▶ **TASK STATEMENT**
Could you please return each line of the data that has the word "Avenue"?

┌────────

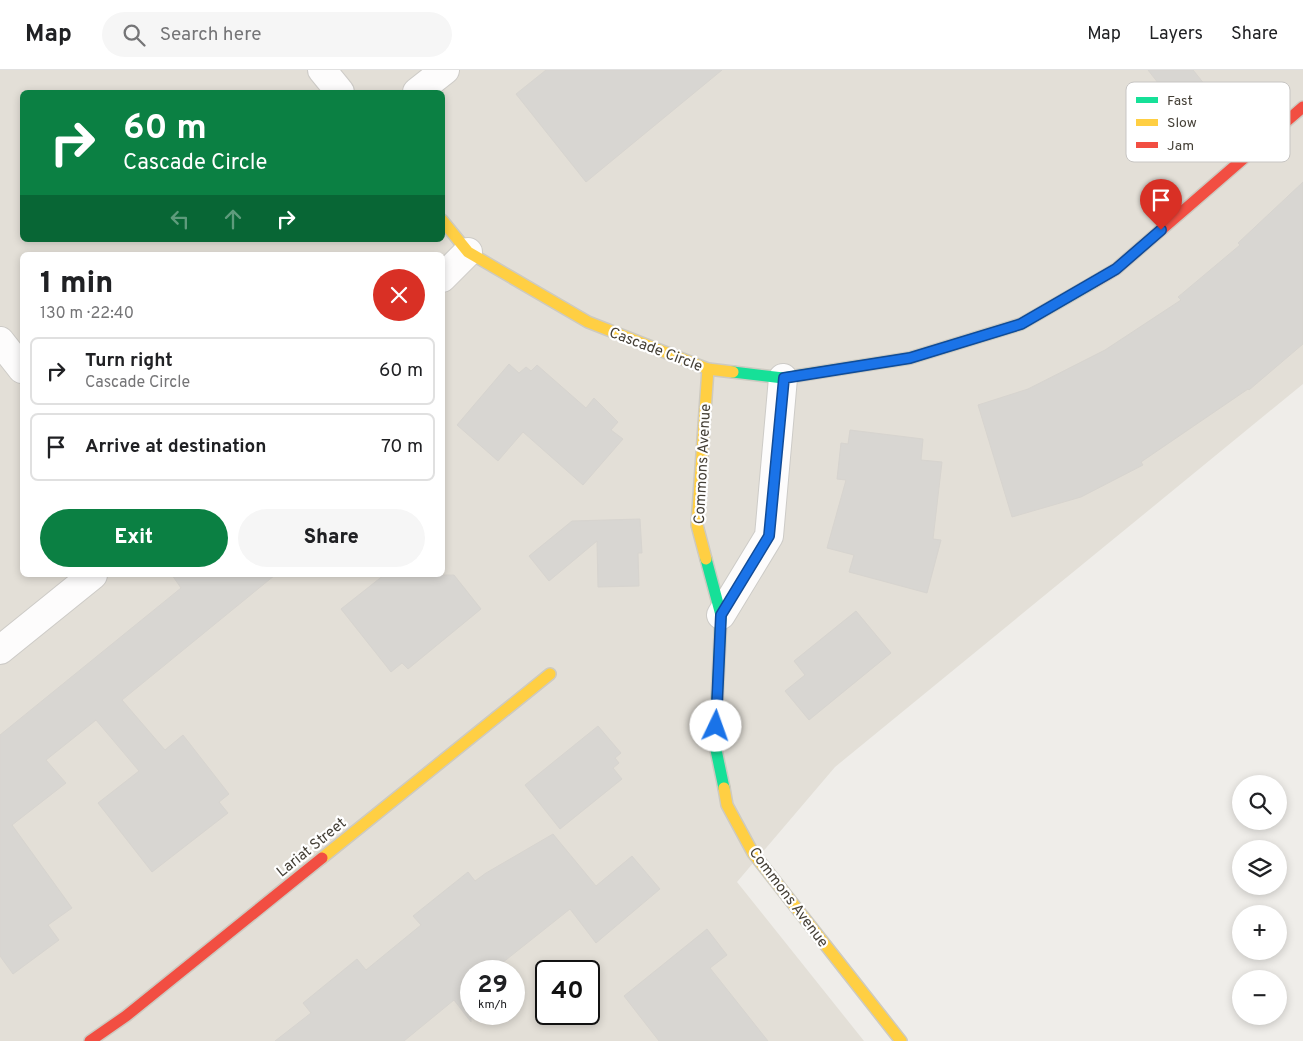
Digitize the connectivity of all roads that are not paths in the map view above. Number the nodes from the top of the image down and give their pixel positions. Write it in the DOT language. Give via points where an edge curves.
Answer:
graph roads {
  1 [pos="322,70"];
  2 [pos="446,70"];
  3 [pos="338,90"];
  4 [pos="420,90"];
  5 [pos="1303,107"];
  6 [pos="1290,118"];
  7 [pos="1240,162"];
  8 [pos="445,224"];
  9 [pos="468,252"];
  10 [pos="445,275"];
  11 [pos="0,341"];
  12 [pos="20,366"];
  13 [pos="708,369"];
  14 [pos="784,378"];
  15 [pos="91,577"];
  16 [pos="721,615"];
  17 [pos="0,650"];
  18 [pos="550,674"];
  19 [pos="90,1041"];
  20 [pos="901,1041"];
  1 -- 3 [label="street"];
  2 -- 4 [label="street"];
  5 -- 6 [label="street, Cascade Circle"];
  7 -- 14 [label="street, Cascade Circle" via="1116,269 1021,324 910,358"];
  8 -- 9 [label="street, Cascade Circle"];
  9 -- 10 [label="street"];
  9 -- 13 [label="street, Cascade Circle" via="588,322"];
  11 -- 12 [label="street"];
  13 -- 14 [label="street, Cascade Circle"];
  13 -- 16 [label="street, Commons Avenue" via="697,526"];
  14 -- 16 [label="street, Commons Avenue" via="769,536"];
  15 -- 17 [label="street"];
  16 -- 20 [label="street, Commons Avenue" via="715,745 727,805 753,853"];
  18 -- 19 [label="street, Lariat Street" via="126,1016"];
}
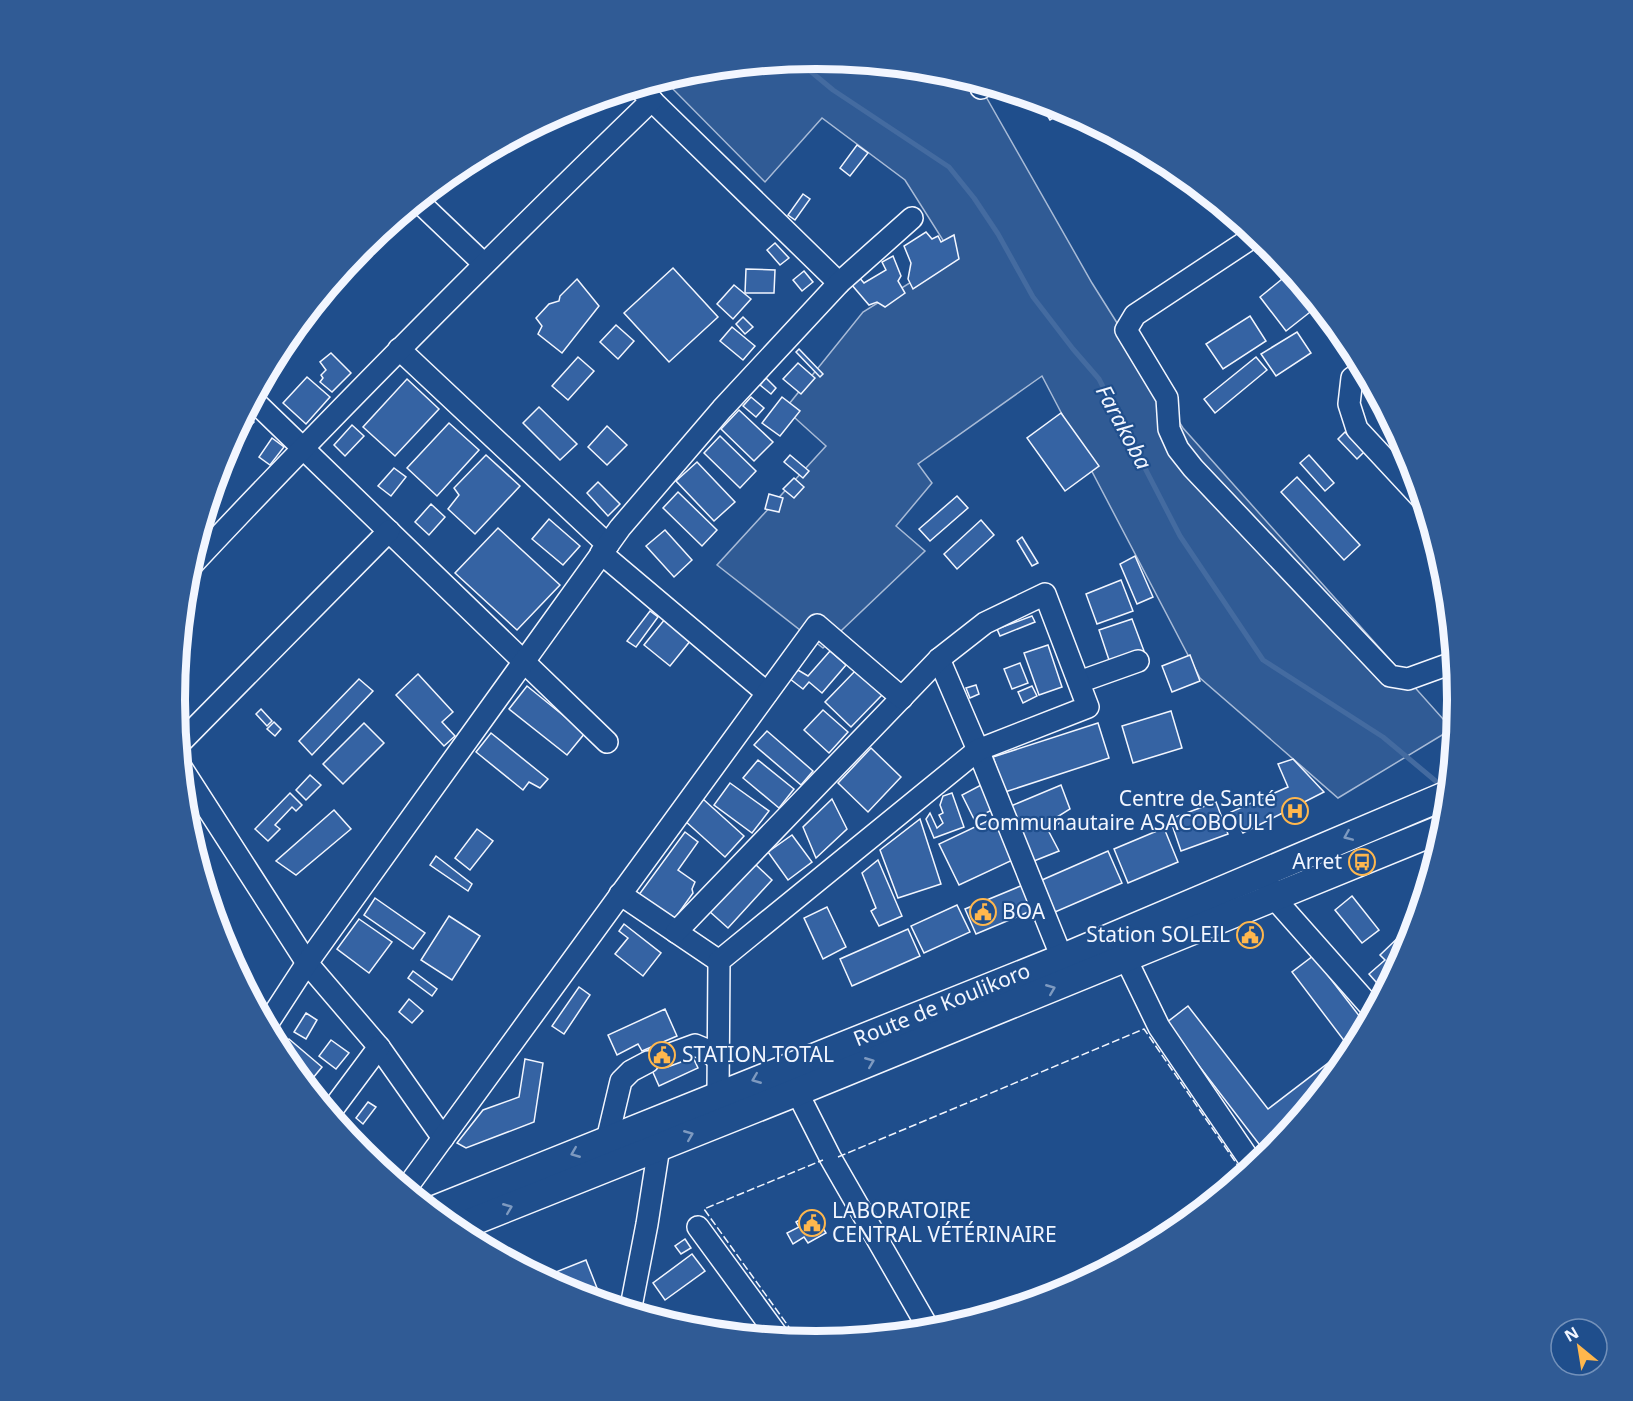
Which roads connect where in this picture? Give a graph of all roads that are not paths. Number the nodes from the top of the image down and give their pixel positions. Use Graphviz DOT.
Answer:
graph roads {
  1 [pos="645,93"];
  2 [pos="423,206"];
  3 [pos="912,218"];
  4 [pos="1248,240"];
  5 [pos="483,263"];
  6 [pos="839,283"];
  7 [pos="399,349"];
  8 [pos="1357,375"];
  9 [pos="259,405"];
  10 [pos="302,448"];
  11 [pos="1403,468"];
  12 [pos="389,531"];
  13 [pos="604,549"];
  14 [pos="203,553"];
  15 [pos="939,659"];
  16 [pos="523,661"];
  17 [pos="1138,661"];
  18 [pos="1447,665"];
  19 [pos="1079,682"];
  20 [pos="767,693"];
  21 [pos="902,698"];
  22 [pos="186,737"];
  23 [pos="607,742"];
  24 [pos="978,750"];
  25 [pos="190,781"];
  26 [pos="1441,798"];
  27 [pos="1434,832"];
  28 [pos="1263,872"];
  29 [pos="620,894"];
  30 [pos="1274,898"];
  31 [pos="676,932"];
  32 [pos="1062,958"];
  33 [pos="1126,959"];
  34 [pos="719,961"];
  35 [pos="307,963"];
  36 [pos="1369,1005"];
  37 [pos="271,1018"];
  38 [pos="379,1047"];
  39 [pos="718,1060"];
  40 [pos="797,1092"];
  41 [pos="718,1094"];
  42 [pos="334,1107"];
  43 [pos="443,1137"];
  44 [pos="607,1140"];
  45 [pos="659,1147"];
  46 [pos="1250,1159"];
  47 [pos="410,1183"];
  48 [pos="440,1207"];
  49 [pos="464,1225"];
  50 [pos="698,1227"];
  51 [pos="632,1303"];
  52 [pos="925,1323"];
  53 [pos="774,1331"];
  1 -- 5 [label="street"];
  1 -- 6 [label="street"];
  2 -- 5 [label="street"];
  3 -- 6 [label="street"];
  4 -- 18 [label="street"];
  5 -- 7 [label="street"];
  6 -- 13 [label="street"];
  7 -- 10 [label="street"];
  7 -- 13 [label="street"];
  8 -- 11 [label="street"];
  9 -- 10 [label="street"];
  10 -- 12 [label="street"];
  10 -- 14 [label="street"];
  12 -- 16 [label="street"];
  12 -- 22 [label="street"];
  13 -- 16 [label="street"];
  13 -- 20 [label="street"];
  15 -- 19 [label="street"];
  15 -- 21 [label="street"];
  15 -- 24 [label="street"];
  16 -- 23 [label="street"];
  16 -- 35 [label="street"];
  17 -- 19 [label="street"];
  19 -- 24 [label="street"];
  20 -- 21 [label="street"];
  20 -- 29 [label="street"];
  21 -- 31 [label="street"];
  24 -- 32 [label="street"];
  24 -- 34 [label="street"];
  25 -- 35 [label="street"];
  26 -- 28 [label="main road, Route de Koulikoro, one-way"];
  27 -- 30 [label="main road, Route de Koulikoro"];
  28 -- 30 [label="street"];
  28 -- 32 [label="main road, Route de Koulikoro"];
  29 -- 31 [label="street"];
  29 -- 43 [label="street"];
  30 -- 33 [label="main road, Route de Koulikoro"];
  30 -- 36 [label="street"];
  31 -- 34 [label="street"];
  32 -- 41 [label="main road, Route de Koulikoro, one-way"];
  40 -- 33 [label="main road, Route de Koulikoro, one-way"];
  33 -- 46 [label="street"];
  34 -- 39 [label="street"];
  35 -- 37 [label="street"];
  35 -- 38 [label="street"];
  38 -- 42 [label="street"];
  38 -- 43 [label="street"];
  39 -- 41 [label="street"];
  39 -- 44 [label="street"];
  45 -- 40 [label="main road, Route de Koulikoro, one-way"];
  40 -- 52 [label="street"];
  41 -- 44 [label="main road, Route de Koulikoro"];
  43 -- 47 [label="street"];
  44 -- 48 [label="main road, Route de Koulikoro, one-way"];
  49 -- 45 [label="main road, Route de Koulikoro, one-way"];
  45 -- 51 [label="street"];
  50 -- 53 [label="street"];
}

└────────

▶ **RESPONSE BOX**
  13 -- 16 [label="street, Commons Avenue" via="697,526"];
  14 -- 16 [label="street, Commons Avenue" via="769,536"];
  16 -- 20 [label="street, Commons Avenue" via="715,745 727,805 753,853"];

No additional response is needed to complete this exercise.